Harry Wolfe gave Day another of his supercilious looks. “What the fuck difference does it make? There’s not going to be any campaign. There’s no need to get personal on Vernon. Let sleeping dogs lie, for fuck’s sake.”
“Now, Harry,” Bo Pharis said, “I haven’t seen anybody else throw in the towel. If the towel is going to be thrown, I don’t think you’re the one to do it.”
/> “Supper’s ready,” Jelena announced.
There was no dining table to accommodate the fourteen of them, so they had supper with the plates in their laps in their customary places, although they were sitting as if it had been planned for a table: Vernon at one end with Lydia Caple beside him, Jelena at the other end with Bo Pharis beside her, the rest of them arranged in such a way that spontaneous conversations developed between one and another, and no attempt was made to keep the supper talk focused on the group as a whole or the subject of the meeting.

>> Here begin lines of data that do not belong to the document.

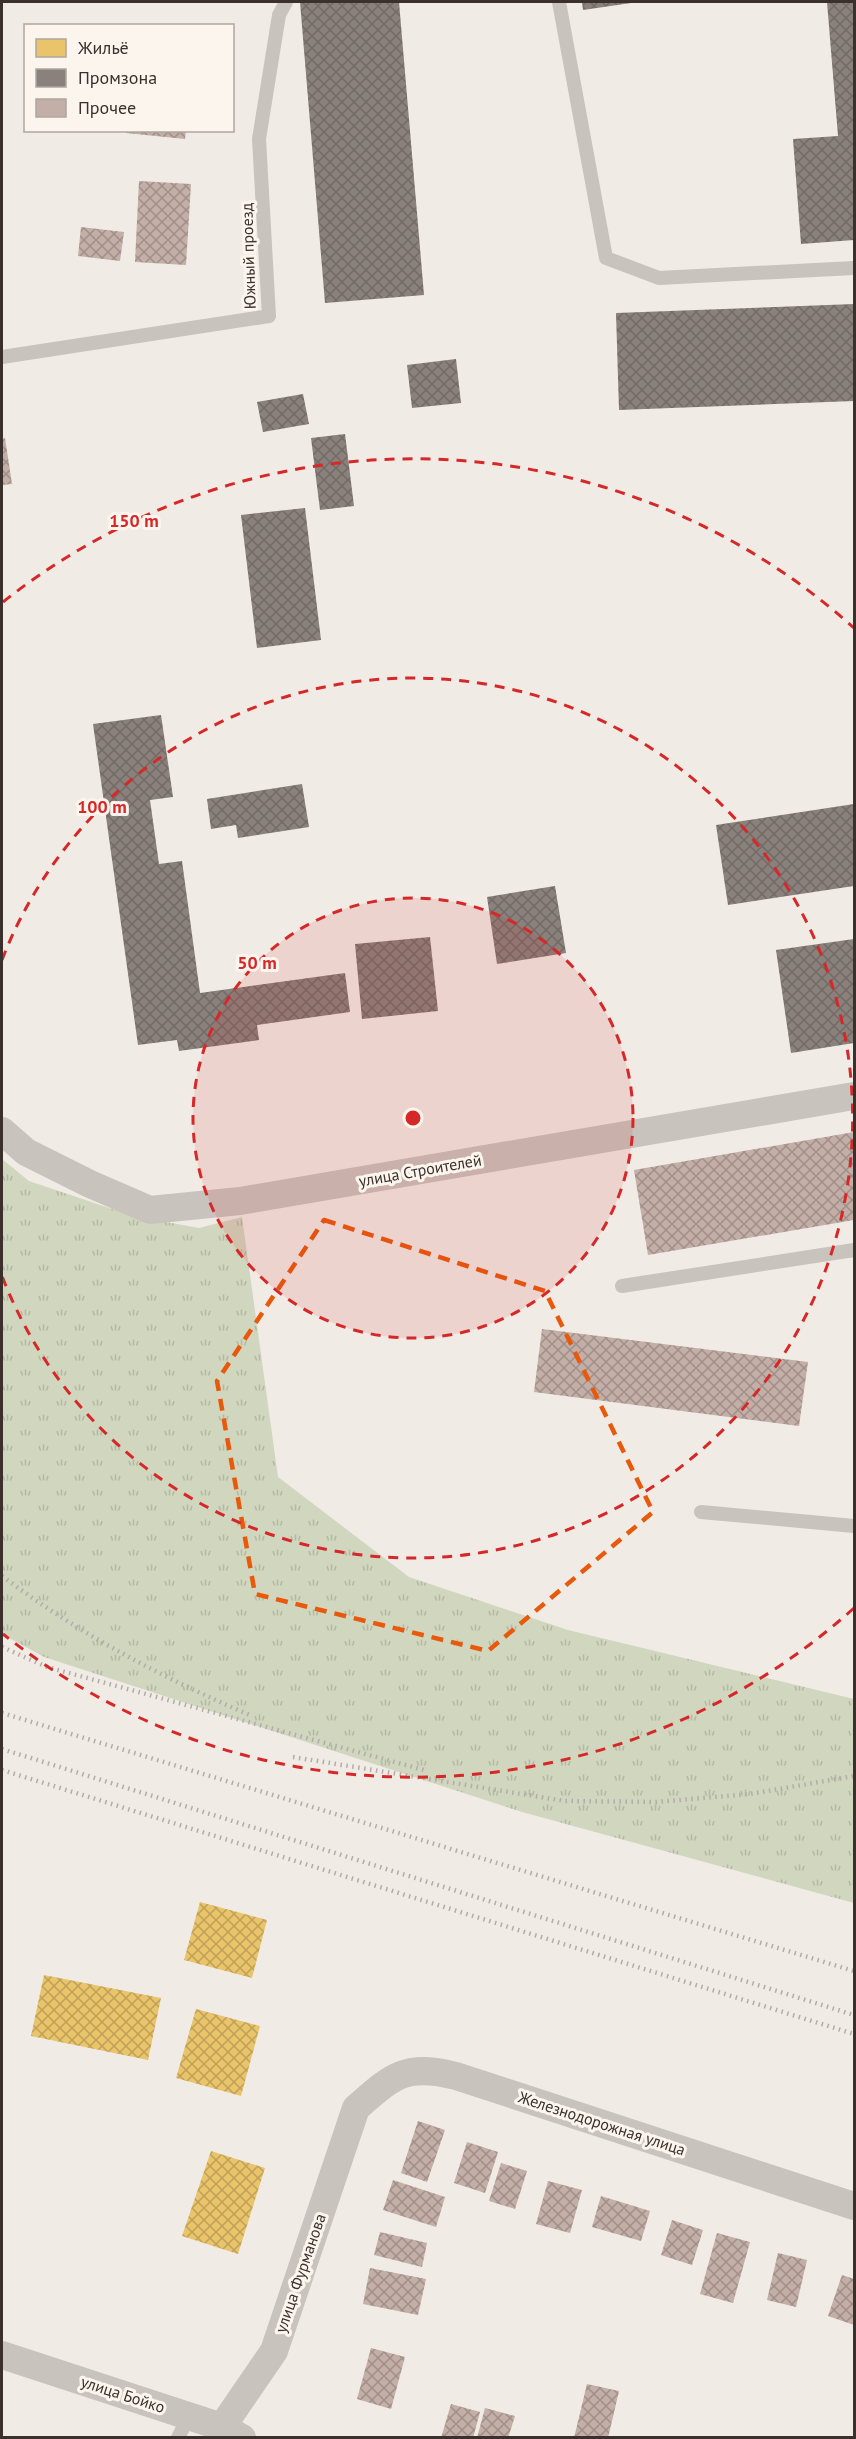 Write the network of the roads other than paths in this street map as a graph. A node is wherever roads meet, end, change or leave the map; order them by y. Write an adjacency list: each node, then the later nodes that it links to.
1 (286, 2): 4 (lane, Южный проезд)
2 (559, 2): 3 (lane)
3 (855, 268)
4 (2, 357)
5 (855, 1096): 6 (street, улица Строителей)
6 (2, 1131)
7 (855, 1250): 8 (lane)
8 (622, 1286)
9 (701, 1512): 10 (lane)
10 (855, 1526)
11 (356, 2108): 12 (street, Железнодорожная улица); 15 (street, улица Фурманова)
12 (855, 2206)
13 (2, 2355): 14 (street, улица Бойко)
14 (183, 2427): 15 (street, улица Бойко)
15 (232, 2432) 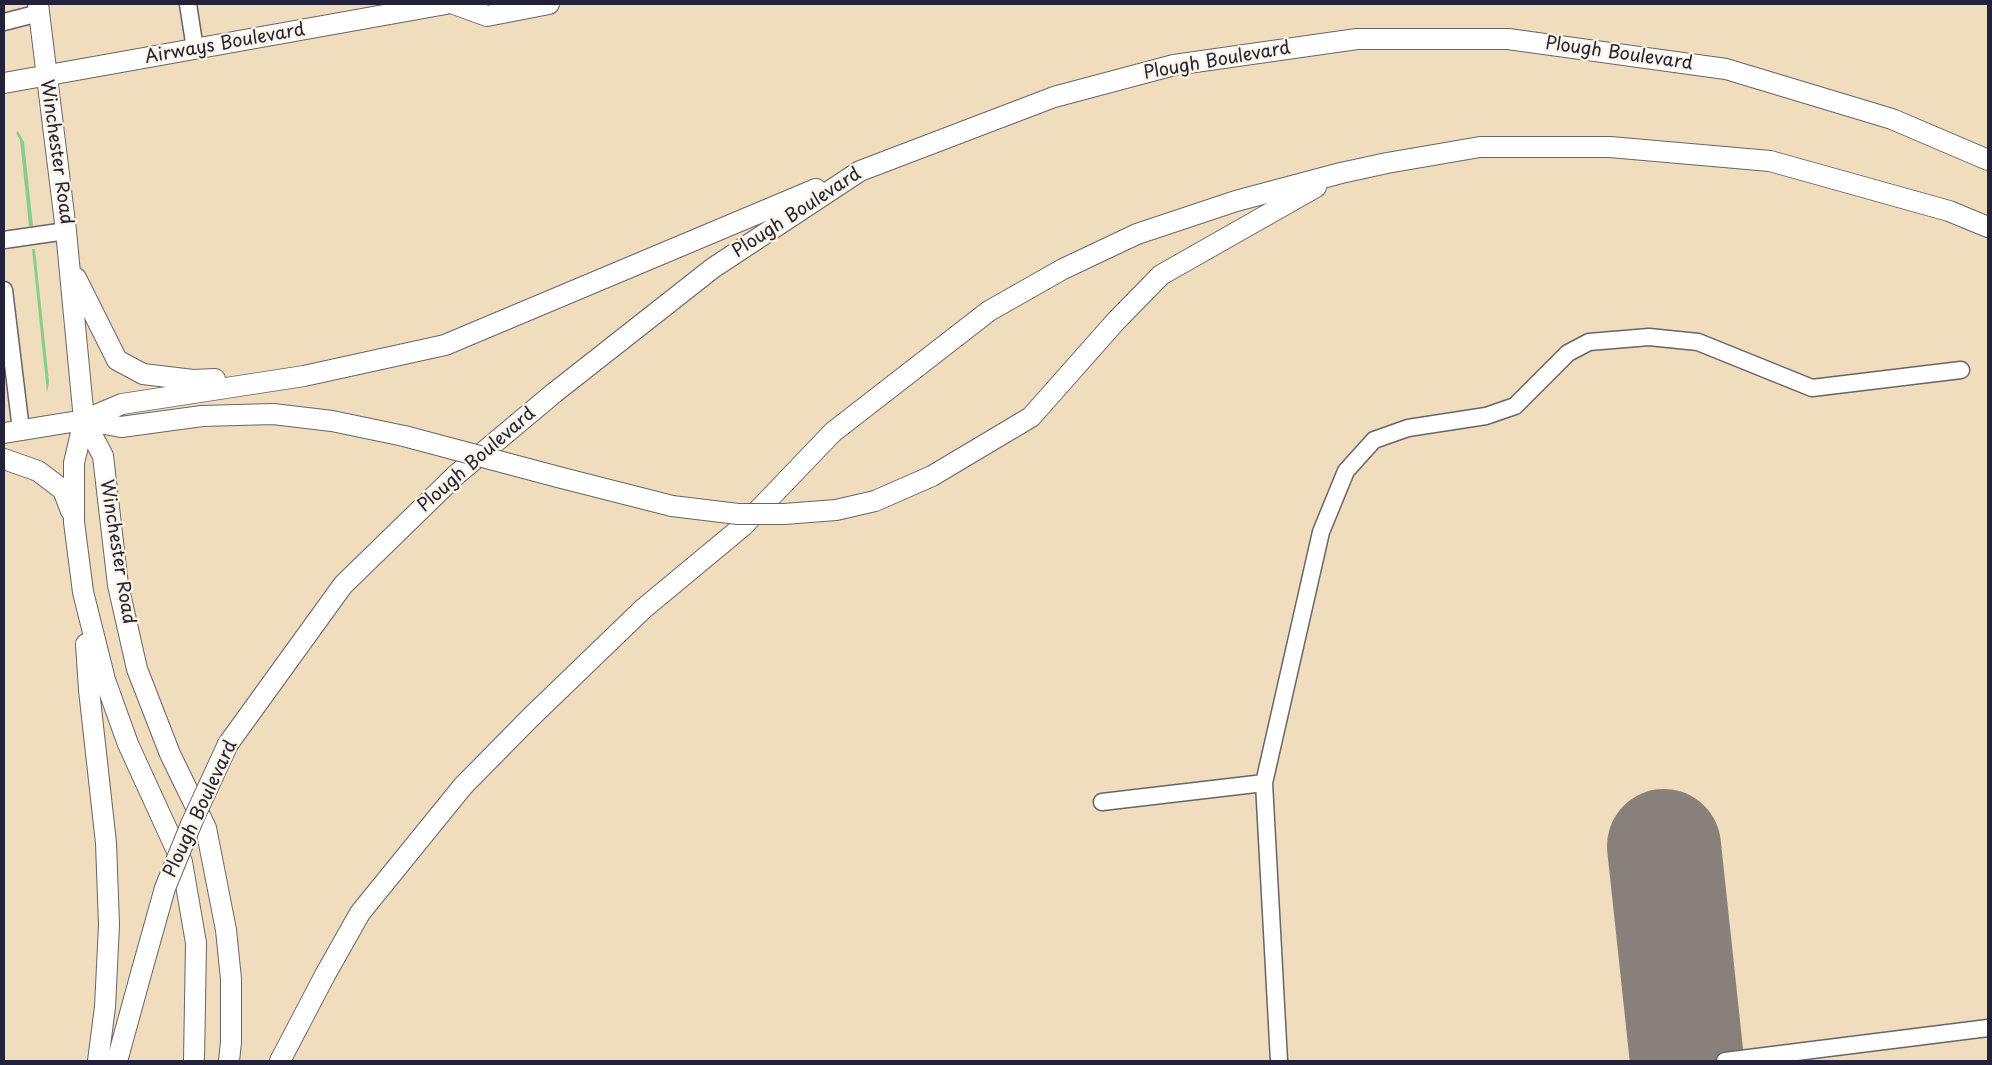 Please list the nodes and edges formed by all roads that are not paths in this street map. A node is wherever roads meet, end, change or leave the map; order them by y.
1 (188, 4) edge
2 (446, 4) edge
3 (454, 4) edge
4 (549, 4) edge
5 (38, 9) edge
6 (4, 22) edge
7 (195, 50) junction
8 (46, 77) junction
9 (4, 83) edge
10 (1988, 160) edge
11 (860, 171) junction
12 (1341, 173) junction
13 (1988, 227) edge
14 (66, 231) junction
15 (4, 240) edge
16 (70, 263) junction
17 (4, 290) edge
18 (5, 315) edge
19 (1961, 370) dead end
20 (304, 376) junction
21 (84, 420) junction
22 (12, 432) edge
23 (479, 456) junction
24 (4, 459) edge
25 (74, 522) junction
26 (83, 592) junction
27 (1264, 784) junction
28 (1102, 802) dead end
29 (325, 975) junction
30 (1988, 1028) edge
31 (98, 1061) edge
32 (117, 1061) edge
33 (194, 1061) edge
34 (229, 1061) edge
35 (280, 1061) edge
36 (296, 1061) edge
37 (1279, 1061) edge
38 (1725, 1061) edge

1 - 7 lane
2 - 7 main road, Airways Boulevard
3 - 4 main road
5 - 6 lane
5 - 8 main road, Winchester Road
7 - 8 main road, Airways Boulevard
8 - 9 main road, Airways Boulevard
8 - 14 main road, Winchester Road
10 - 11 main road, Plough Boulevard
11 - 20 main road
11 - 23 main road, Plough Boulevard
12 - 13 main road
12 - 23 main road, bridge
12 - 29 main road
14 - 15 lane
14 - 16 main road, Winchester Road
16 - 20 main road
16 - 21 main road, Winchester Road
17 - 18 lane
18 - 22 lane
19 - 27 lane
20 - 21 main road
21 - 22 main road
21 - 23 main road, bridge
21 - 25 main road, Winchester Road
21 - 34 main road, Winchester Road
23 - 32 main road, Plough Boulevard, bridge
24 - 25 main road
25 - 26 main road, Winchester Road
26 - 31 main road
26 - 33 main road, Winchester Road
27 - 28 lane
27 - 37 lane
29 - 35 main road
29 - 36 main road
30 - 38 lane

There was lots of chatter. Day was sitting on Jelena’s left and he overheard her conversation with Bo Pharis on her right. She served, among the variety of side dishes, radishes which had been overwintered under straw in her garden, and Bo and Jelena devoted several minutes to talking radishes.
The Petit Jean ham wasn’t bad at all. In fact, it was tasty. But there is simply no comparison to Ingledew Ham. When Carleton Drew made the mistake of flamboyantly adoring the ham, even to the point of saying, “I can see why you made a fortune on this!” Day was not going to be the one to correct him. It was Bo Pharis.
“Carleton,” said Bo, “hold on. I’ve had plenty of Ingledew Ham, and I can tell you: this is an impostor. Or else the hog from which it was made wandered too far and ate something abominable.” Day was impressed with Bo, not just at his sensitive palate but his knowledge of the fact that Ingledew hogs are indeed free-ranging, not penned up and fed the usual commercial crap but allowed to forage for themselves in their natural element, the woods. Bo turned to Jelena and said, “So why did you do it?”